Money laundering is the process of reintroducing illegally acquired money back into the financial system. All illicit industries, including narcotics, human trafficking and terrorist financing, depend on large-scale money laundering operations.
Of course, “washing” large amounts of illegally acquired money is only possible through the exploitation of banks and businesses. Deutsche Bank, Swedbank and N26 are just a few recent examples of organizations that failed to prevent money laundering and subsequently drew the wrath of the regulators.
Unsurprisingly, the fight against money laundering has become increasingly important all over the world, and is now widely known as Anti-Money Laundering (AML). AML describes the measures and policies businesses and governments take in order to prevent money laundering on their watch.
Crucially, this involves continuously monitoring clients in order to accurately assess the risk of money laundering and prevent it whenever possible. Risk factors are fluid and include suspicious activity, sanctions screenings, location and many other factors.
As discussed in our history of money laundering, international legislation has become increasingly prevalent and the Financial Action Task Force (FATF) regularly recommends best practices across jurisdictions.
The FATF not only provides a framework to fight money laundering, but also singles out poorly performing countries in an effort to “name and shame” them. This approach acknowledges the importance of a rigorous, international approach to AML, as without it, well-intentioned measures will surely fail. Encouragingly, the FAFT’s 38 member countries seem to agree.
What does AML mean for your business?
As mentioned previously, it is crucial to ensure that your business is not misused for money laundering.
The first step is to create an AML Risk-Framework to help you accurately assess the risk of money laundering through your business. (You can download a free example framework here).

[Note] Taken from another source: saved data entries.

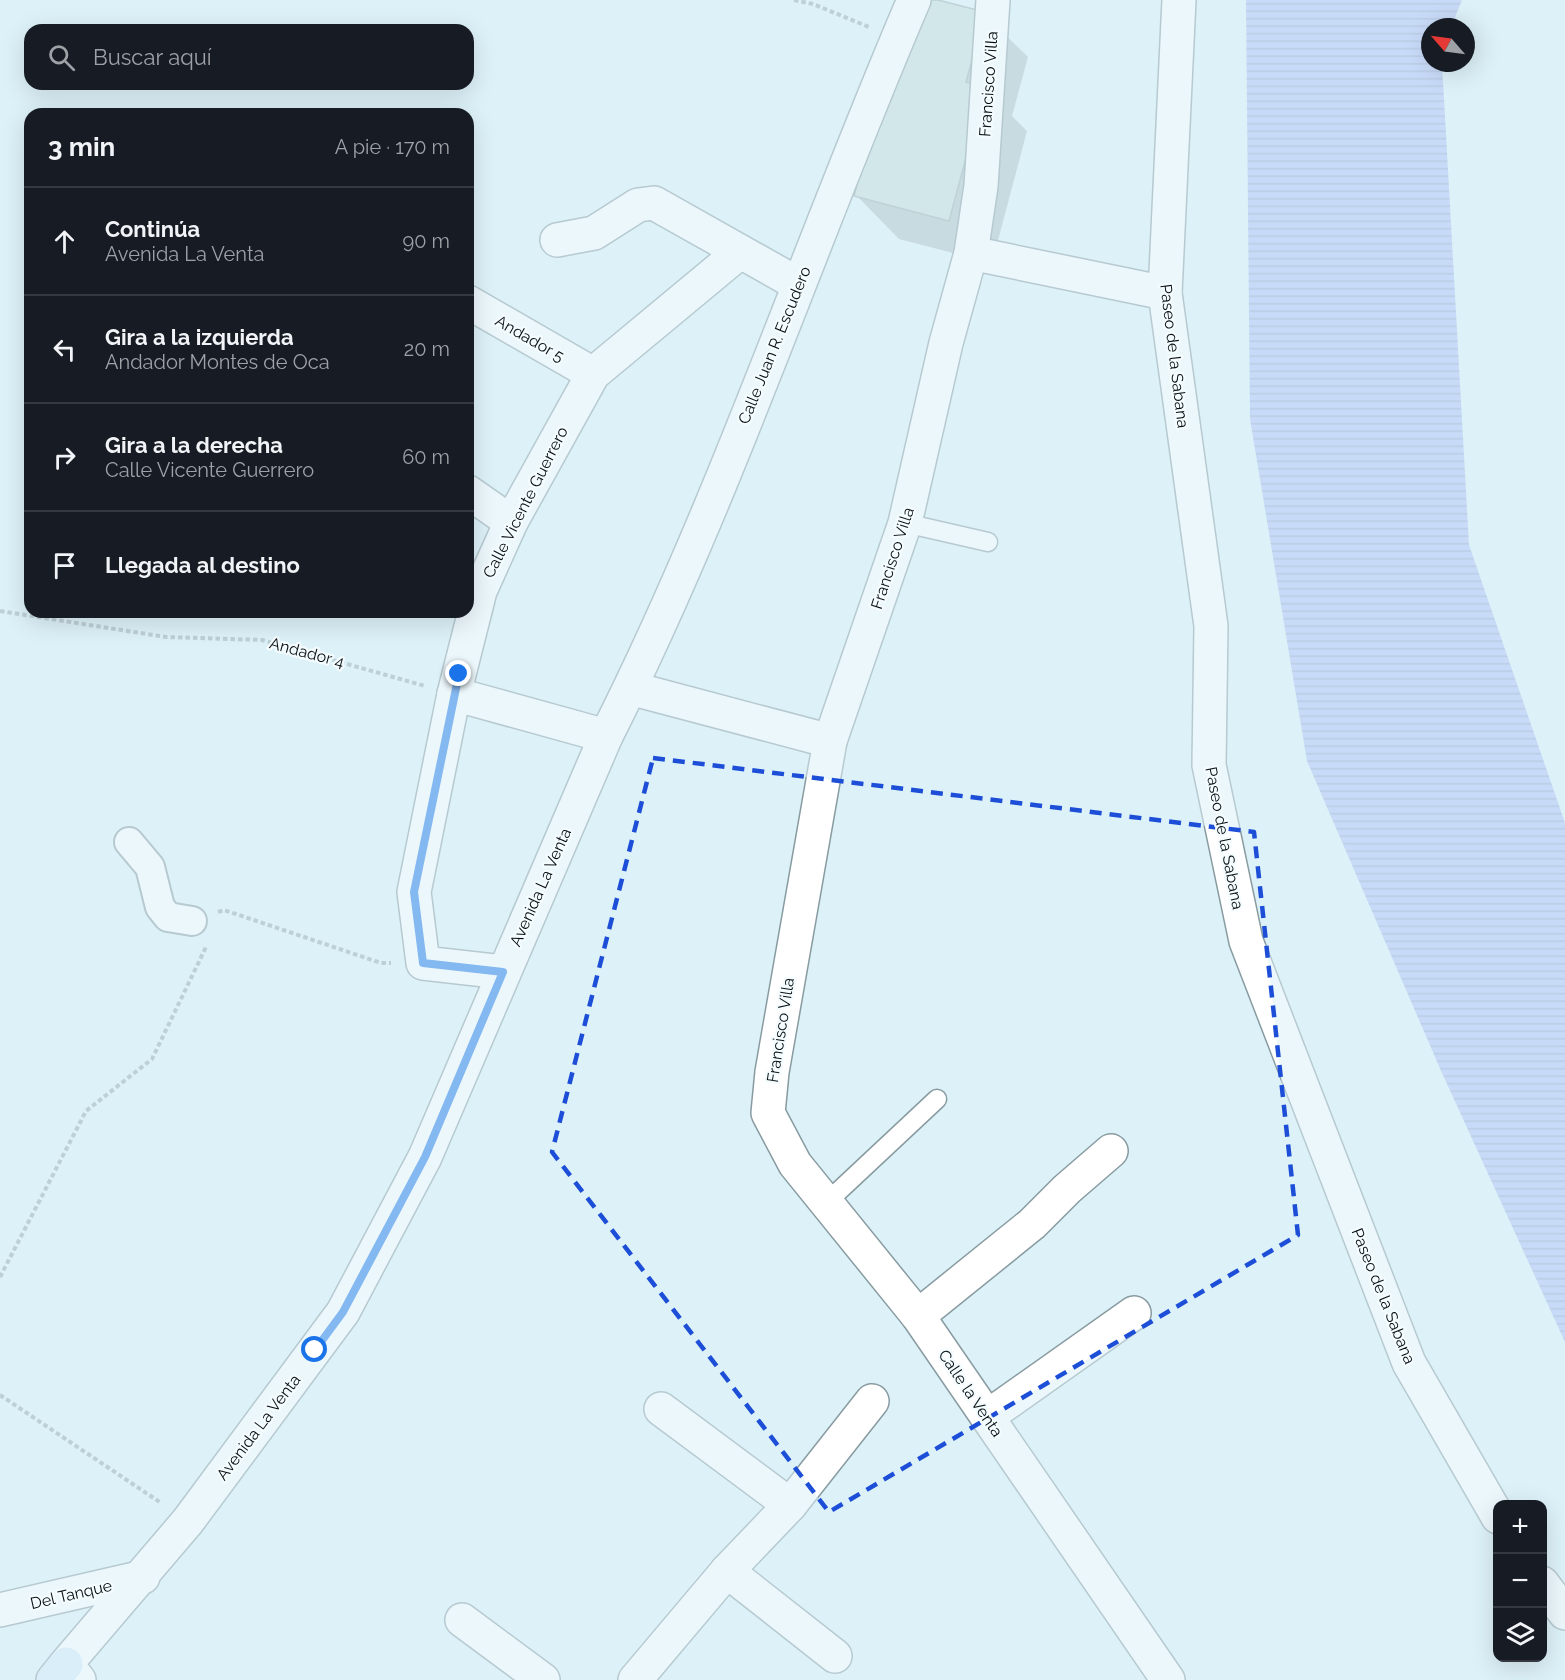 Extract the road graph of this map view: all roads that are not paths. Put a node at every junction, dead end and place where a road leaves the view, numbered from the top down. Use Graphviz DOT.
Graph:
graph roads {
  1 [pos="914,0"];
  2 [pos="993,0"];
  3 [pos="1179,0"];
  4 [pos="557,240"];
  5 [pos="971,253"];
  6 [pos="752,258"];
  7 [pos="798,284"];
  8 [pos="1165,293"];
  9 [pos="474,305"];
  10 [pos="593,374"];
  11 [pos="474,496"];
  12 [pos="511,522"];
  13 [pos="905,524"];
  14 [pos="988,542"];
  15 [pos="474,615"];
  16 [pos="473,618"];
  17 [pos="630,688"];
  18 [pos="454,694"];
  19 [pos="606,736"];
  20 [pos="830,741"];
  21 [pos="129,842"];
  22 [pos="206,928"];
  23 [pos="503,972"];
  24 [pos="937,1099"];
  25 [pos="768,1113"];
  26 [pos="1111,1151"];
  27 [pos="827,1202"];
  28 [pos="1134,1313"];
  29 [pos="918,1316"];
  30 [pos="872,1401"];
  31 [pos="661,1409"];
  32 [pos="987,1417"];
  33 [pos="790,1505"];
  34 [pos="1493,1510"];
  35 [pos="727,1571"];
  36 [pos="143,1577"];
  37 [pos="1547,1590"];
  38 [pos="0,1610"];
  39 [pos="1565,1613"];
  40 [pos="462,1620"];
  41 [pos="835,1656"];
  42 [pos="66,1675"];
  43 [pos="543,1680"];
  44 [pos="635,1680"];
  45 [pos="1167,1680"];
  1 -- 7 [label="street, Calle Juan R. Escudero"];
  2 -- 5 [label="street, Francisco Villa"];
  3 -- 8 [label="street, Paseo de la Sabana"];
  4 -- 6 [label="street"];
  5 -- 8 [label="street"];
  5 -- 13 [label="street, Francisco Villa"];
  6 -- 7 [label="street"];
  6 -- 10 [label="street, Calle Vicente Guerrero"];
  7 -- 17 [label="street, Calle Juan R. Escudero"];
  8 -- 34 [label="street, Paseo de la Sabana"];
  9 -- 10 [label="street, Andador 5"];
  10 -- 12 [label="street, Calle Vicente Guerrero"];
  11 -- 12 [label="street"];
  12 -- 15 [label="street, Calle Vicente Guerrero"];
  13 -- 14 [label="lane"];
  13 -- 20 [label="street, Francisco Villa"];
  16 -- 18 [label="street, Calle Vicente Guerrero"];
  17 -- 19 [label="street, Avenida La Venta"];
  17 -- 20 [label="street"];
  18 -- 19 [label="street"];
  18 -- 23 [label="street, Calle Vicente Guerrero"];
  19 -- 23 [label="street, Avenida La Venta"];
  20 -- 25 [label="street, Francisco Villa"];
  21 -- 22 [label="street"];
  23 -- 36 [label="street, Avenida La Venta"];
  24 -- 27 [label="lane"];
  25 -- 27 [label="street, Calle la Venta"];
  26 -- 29 [label="street"];
  27 -- 29 [label="street, Calle la Venta"];
  28 -- 32 [label="street"];
  29 -- 32 [label="street, Calle la Venta"];
  30 -- 33 [label="street"];
  31 -- 33 [label="street"];
  32 -- 45 [label="street, Calle la Venta"];
  33 -- 35 [label="street"];
  35 -- 41 [label="street"];
  35 -- 44 [label="street"];
  36 -- 38 [label="street, Del Tanque"];
  36 -- 42 [label="street, Avenida La Venta"];
  37 -- 39 [label="street"];
  40 -- 43 [label="street"];
} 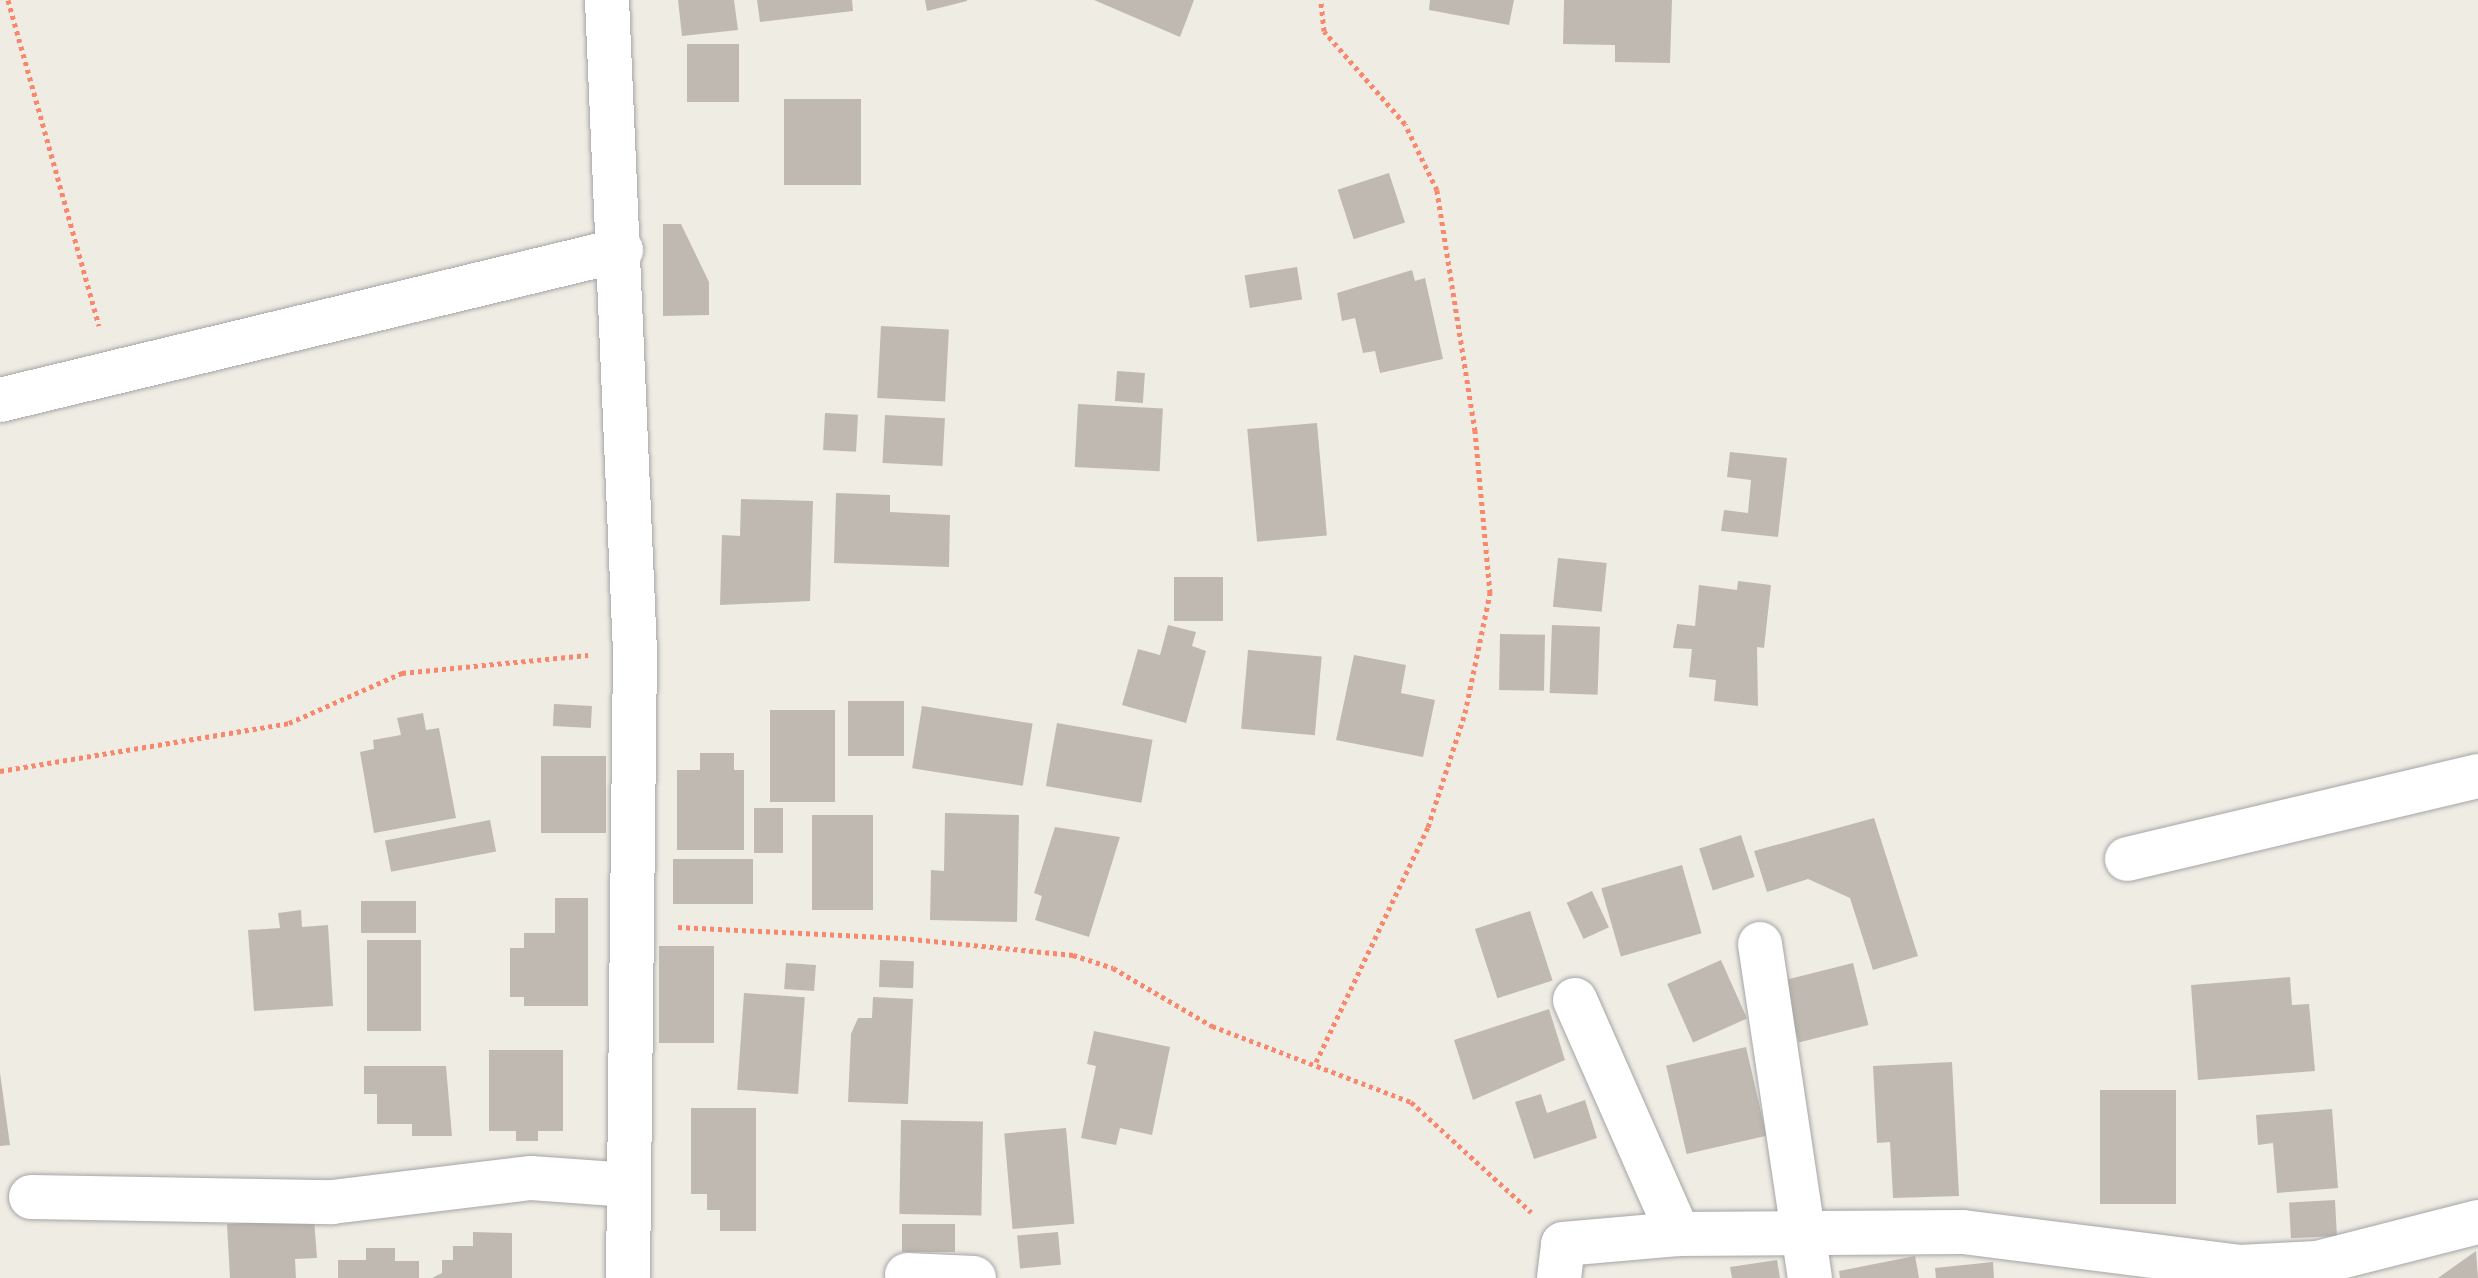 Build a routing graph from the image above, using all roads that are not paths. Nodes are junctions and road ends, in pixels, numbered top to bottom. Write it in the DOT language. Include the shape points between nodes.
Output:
graph roads {
  1 [pos="607,0"];
  2 [pos="621,250"];
  3 [pos="0,400"];
  4 [pos="2478,776"];
  5 [pos="2127,859"];
  6 [pos="1760,944"];
  7 [pos="1575,1000"];
  8 [pos="629,1185"];
  9 [pos="31,1197"];
  10 [pos="2478,1222"];
  11 [pos="1804,1232"];
  12 [pos="1678,1234"];
  13 [pos="2057,1259"];
  14 [pos="1561,1261"];
  15 [pos="2393,1263"];
  16 [pos="907,1275"];
  17 [pos="628,1278"];
  18 [pos="974,1278"];
  19 [pos="1810,1278"];
  1 -- 2 [label="street"];
  2 -- 3 [label="street"];
  2 -- 8 [label="street" via="635,651"];
  4 -- 5 [label="street"];
  6 -- 11 [label="street"];
  7 -- 12 [label="street"];
  8 -- 9 [label="street" via="531,1178 332,1202"];
  8 -- 17 [label="street"];
  10 -- 15 [label="street"];
  11 -- 12 [label="street"];
  11 -- 13 [label="street"];
  11 -- 19 [label="street"];
  12 -- 14 [label="street"];
  13 -- 15 [label="street" via="2239,1267"];
  16 -- 18 [label="street"];
}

Next, it is crucial to identify your customers before doing business with them. This will help you to find high-risk individuals and known criminals preemptively. Tools like KYC-Chain allow you to receive, manage and evaluate customer data as quickly as possible. Once you’ve collected the data, make sure to use sophisticated sanctions screenings to identify high-risk individuals.
Once you’ve set up a risk-framework and know who your customers are, the next step is to monitor their activity. Suspicious transactions, strange activity or a relocation to a sanctioned country are the obvious things to look out for. That being said, you need to evaluate each potential behaviour and include it in your risk-framework. This is the only way you will be able to track and evaluate the risk of money laundering on a continuous basis.
Finally, when suspicious activity is registered, you need to intervene and file a report with the appropriate authority for your jurisdiction. Failing to do so is a criminal offence with potentially devastating consequences.